--- Required action ---
Every entry needs to be printed exactly, please.
=== Available records ===
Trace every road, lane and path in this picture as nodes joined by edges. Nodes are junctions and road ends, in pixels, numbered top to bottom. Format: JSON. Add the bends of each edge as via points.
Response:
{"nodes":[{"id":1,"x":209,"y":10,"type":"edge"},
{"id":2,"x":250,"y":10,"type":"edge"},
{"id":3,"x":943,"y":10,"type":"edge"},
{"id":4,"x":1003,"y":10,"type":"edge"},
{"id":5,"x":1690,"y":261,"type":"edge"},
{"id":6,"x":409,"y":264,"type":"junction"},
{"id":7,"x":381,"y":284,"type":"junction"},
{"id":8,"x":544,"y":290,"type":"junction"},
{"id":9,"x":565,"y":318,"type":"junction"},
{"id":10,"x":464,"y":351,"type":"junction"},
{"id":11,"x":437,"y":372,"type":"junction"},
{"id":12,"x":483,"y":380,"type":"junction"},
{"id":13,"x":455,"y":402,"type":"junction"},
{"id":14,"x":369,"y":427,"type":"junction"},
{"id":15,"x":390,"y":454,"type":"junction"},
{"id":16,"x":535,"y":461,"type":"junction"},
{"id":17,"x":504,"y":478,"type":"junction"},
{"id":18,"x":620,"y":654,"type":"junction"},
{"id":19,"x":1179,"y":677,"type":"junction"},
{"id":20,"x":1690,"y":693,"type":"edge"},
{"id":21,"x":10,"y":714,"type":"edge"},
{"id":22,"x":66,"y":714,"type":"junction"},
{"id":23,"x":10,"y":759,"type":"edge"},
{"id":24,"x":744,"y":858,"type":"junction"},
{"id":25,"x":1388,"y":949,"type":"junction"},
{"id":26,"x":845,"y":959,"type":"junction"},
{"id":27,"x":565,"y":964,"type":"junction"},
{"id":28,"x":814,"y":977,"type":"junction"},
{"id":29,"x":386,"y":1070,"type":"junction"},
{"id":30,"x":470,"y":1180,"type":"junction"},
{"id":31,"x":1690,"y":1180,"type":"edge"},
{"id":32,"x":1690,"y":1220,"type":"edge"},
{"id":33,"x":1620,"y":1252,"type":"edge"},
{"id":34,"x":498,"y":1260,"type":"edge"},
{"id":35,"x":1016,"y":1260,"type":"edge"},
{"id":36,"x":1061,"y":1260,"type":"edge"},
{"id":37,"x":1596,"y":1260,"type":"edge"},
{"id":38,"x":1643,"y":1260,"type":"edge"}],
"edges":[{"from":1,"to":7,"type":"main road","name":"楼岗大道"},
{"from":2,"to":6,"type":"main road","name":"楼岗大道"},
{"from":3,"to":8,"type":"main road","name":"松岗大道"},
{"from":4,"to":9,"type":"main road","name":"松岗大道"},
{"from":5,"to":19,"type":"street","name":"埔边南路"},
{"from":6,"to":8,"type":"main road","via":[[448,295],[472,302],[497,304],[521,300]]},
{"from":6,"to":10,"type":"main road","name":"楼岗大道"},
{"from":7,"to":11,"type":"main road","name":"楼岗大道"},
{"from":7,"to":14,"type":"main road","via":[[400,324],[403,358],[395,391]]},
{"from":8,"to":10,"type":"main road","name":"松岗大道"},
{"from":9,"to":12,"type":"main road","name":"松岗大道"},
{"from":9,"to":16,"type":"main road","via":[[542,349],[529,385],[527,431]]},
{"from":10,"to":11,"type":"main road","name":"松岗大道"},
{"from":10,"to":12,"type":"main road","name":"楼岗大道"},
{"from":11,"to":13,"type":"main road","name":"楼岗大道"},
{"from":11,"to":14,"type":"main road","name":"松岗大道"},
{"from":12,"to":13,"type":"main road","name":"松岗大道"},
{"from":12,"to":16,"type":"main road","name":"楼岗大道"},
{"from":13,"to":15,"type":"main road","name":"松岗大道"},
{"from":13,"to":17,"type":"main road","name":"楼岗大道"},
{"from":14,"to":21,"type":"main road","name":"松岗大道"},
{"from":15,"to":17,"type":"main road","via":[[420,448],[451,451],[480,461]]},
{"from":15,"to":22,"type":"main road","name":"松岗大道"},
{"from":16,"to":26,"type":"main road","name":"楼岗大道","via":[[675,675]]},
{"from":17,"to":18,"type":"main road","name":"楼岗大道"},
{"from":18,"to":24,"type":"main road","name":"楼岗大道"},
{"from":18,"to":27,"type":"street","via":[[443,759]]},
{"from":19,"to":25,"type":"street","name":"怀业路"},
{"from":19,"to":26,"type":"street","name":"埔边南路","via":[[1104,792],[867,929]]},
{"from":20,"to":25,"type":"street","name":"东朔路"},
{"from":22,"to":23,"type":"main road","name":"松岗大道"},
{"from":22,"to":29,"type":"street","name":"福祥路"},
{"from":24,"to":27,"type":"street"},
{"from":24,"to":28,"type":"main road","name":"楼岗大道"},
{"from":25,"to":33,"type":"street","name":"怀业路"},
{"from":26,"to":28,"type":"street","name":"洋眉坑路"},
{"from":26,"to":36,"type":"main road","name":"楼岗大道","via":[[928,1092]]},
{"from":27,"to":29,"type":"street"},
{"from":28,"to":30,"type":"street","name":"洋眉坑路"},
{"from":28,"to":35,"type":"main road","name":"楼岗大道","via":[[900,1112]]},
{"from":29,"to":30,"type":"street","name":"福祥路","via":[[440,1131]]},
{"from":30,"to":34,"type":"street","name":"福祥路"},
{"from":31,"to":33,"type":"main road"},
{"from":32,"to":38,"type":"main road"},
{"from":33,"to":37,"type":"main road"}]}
===
--- The answer ---
Trace every road, lane and path in this picture as nodes joined by edges. Nodes are junctions and road ends, in pixels, numbered top to bottom. Format: JSON. Add the bends of each edge as via points.
Response:
{"nodes":[{"id":1,"x":209,"y":10,"type":"edge"},
{"id":2,"x":250,"y":10,"type":"edge"},
{"id":3,"x":943,"y":10,"type":"edge"},
{"id":4,"x":1003,"y":10,"type":"edge"},
{"id":5,"x":1690,"y":261,"type":"edge"},
{"id":6,"x":409,"y":264,"type":"junction"},
{"id":7,"x":381,"y":284,"type":"junction"},
{"id":8,"x":544,"y":290,"type":"junction"},
{"id":9,"x":565,"y":318,"type":"junction"},
{"id":10,"x":464,"y":351,"type":"junction"},
{"id":11,"x":437,"y":372,"type":"junction"},
{"id":12,"x":483,"y":380,"type":"junction"},
{"id":13,"x":455,"y":402,"type":"junction"},
{"id":14,"x":369,"y":427,"type":"junction"},
{"id":15,"x":390,"y":454,"type":"junction"},
{"id":16,"x":535,"y":461,"type":"junction"},
{"id":17,"x":504,"y":478,"type":"junction"},
{"id":18,"x":620,"y":654,"type":"junction"},
{"id":19,"x":1179,"y":677,"type":"junction"},
{"id":20,"x":1690,"y":693,"type":"edge"},
{"id":21,"x":10,"y":714,"type":"edge"},
{"id":22,"x":66,"y":714,"type":"junction"},
{"id":23,"x":10,"y":759,"type":"edge"},
{"id":24,"x":744,"y":858,"type":"junction"},
{"id":25,"x":1388,"y":949,"type":"junction"},
{"id":26,"x":845,"y":959,"type":"junction"},
{"id":27,"x":565,"y":964,"type":"junction"},
{"id":28,"x":814,"y":977,"type":"junction"},
{"id":29,"x":386,"y":1070,"type":"junction"},
{"id":30,"x":470,"y":1180,"type":"junction"},
{"id":31,"x":1690,"y":1180,"type":"edge"},
{"id":32,"x":1690,"y":1220,"type":"edge"},
{"id":33,"x":1620,"y":1252,"type":"edge"},
{"id":34,"x":498,"y":1260,"type":"edge"},
{"id":35,"x":1016,"y":1260,"type":"edge"},
{"id":36,"x":1061,"y":1260,"type":"edge"},
{"id":37,"x":1596,"y":1260,"type":"edge"},
{"id":38,"x":1643,"y":1260,"type":"edge"}],
"edges":[{"from":1,"to":7,"type":"main road","name":"楼岗大道"},
{"from":2,"to":6,"type":"main road","name":"楼岗大道"},
{"from":3,"to":8,"type":"main road","name":"松岗大道"},
{"from":4,"to":9,"type":"main road","name":"松岗大道"},
{"from":5,"to":19,"type":"street","name":"埔边南路"},
{"from":6,"to":8,"type":"main road","via":[[448,295],[472,302],[497,304],[521,300]]},
{"from":6,"to":10,"type":"main road","name":"楼岗大道"},
{"from":7,"to":11,"type":"main road","name":"楼岗大道"},
{"from":7,"to":14,"type":"main road","via":[[400,324],[403,358],[395,391]]},
{"from":8,"to":10,"type":"main road","name":"松岗大道"},
{"from":9,"to":12,"type":"main road","name":"松岗大道"},
{"from":9,"to":16,"type":"main road","via":[[542,349],[529,385],[527,431]]},
{"from":10,"to":11,"type":"main road","name":"松岗大道"},
{"from":10,"to":12,"type":"main road","name":"楼岗大道"},
{"from":11,"to":13,"type":"main road","name":"楼岗大道"},
{"from":11,"to":14,"type":"main road","name":"松岗大道"},
{"from":12,"to":13,"type":"main road","name":"松岗大道"},
{"from":12,"to":16,"type":"main road","name":"楼岗大道"},
{"from":13,"to":15,"type":"main road","name":"松岗大道"},
{"from":13,"to":17,"type":"main road","name":"楼岗大道"},
{"from":14,"to":21,"type":"main road","name":"松岗大道"},
{"from":15,"to":17,"type":"main road","via":[[420,448],[451,451],[480,461]]},
{"from":15,"to":22,"type":"main road","name":"松岗大道"},
{"from":16,"to":26,"type":"main road","name":"楼岗大道","via":[[675,675]]},
{"from":17,"to":18,"type":"main road","name":"楼岗大道"},
{"from":18,"to":24,"type":"main road","name":"楼岗大道"},
{"from":18,"to":27,"type":"street","via":[[443,759]]},
{"from":19,"to":25,"type":"street","name":"怀业路"},
{"from":19,"to":26,"type":"street","name":"埔边南路","via":[[1104,792],[867,929]]},
{"from":20,"to":25,"type":"street","name":"东朔路"},
{"from":22,"to":23,"type":"main road","name":"松岗大道"},
{"from":22,"to":29,"type":"street","name":"福祥路"},
{"from":24,"to":27,"type":"street"},
{"from":24,"to":28,"type":"main road","name":"楼岗大道"},
{"from":25,"to":33,"type":"street","name":"怀业路"},
{"from":26,"to":28,"type":"street","name":"洋眉坑路"},
{"from":26,"to":36,"type":"main road","name":"楼岗大道","via":[[928,1092]]},
{"from":27,"to":29,"type":"street"},
{"from":28,"to":30,"type":"street","name":"洋眉坑路"},
{"from":28,"to":35,"type":"main road","name":"楼岗大道","via":[[900,1112]]},
{"from":29,"to":30,"type":"street","name":"福祥路","via":[[440,1131]]},
{"from":30,"to":34,"type":"street","name":"福祥路"},
{"from":31,"to":33,"type":"main road"},
{"from":32,"to":38,"type":"main road"},
{"from":33,"to":37,"type":"main road"}]}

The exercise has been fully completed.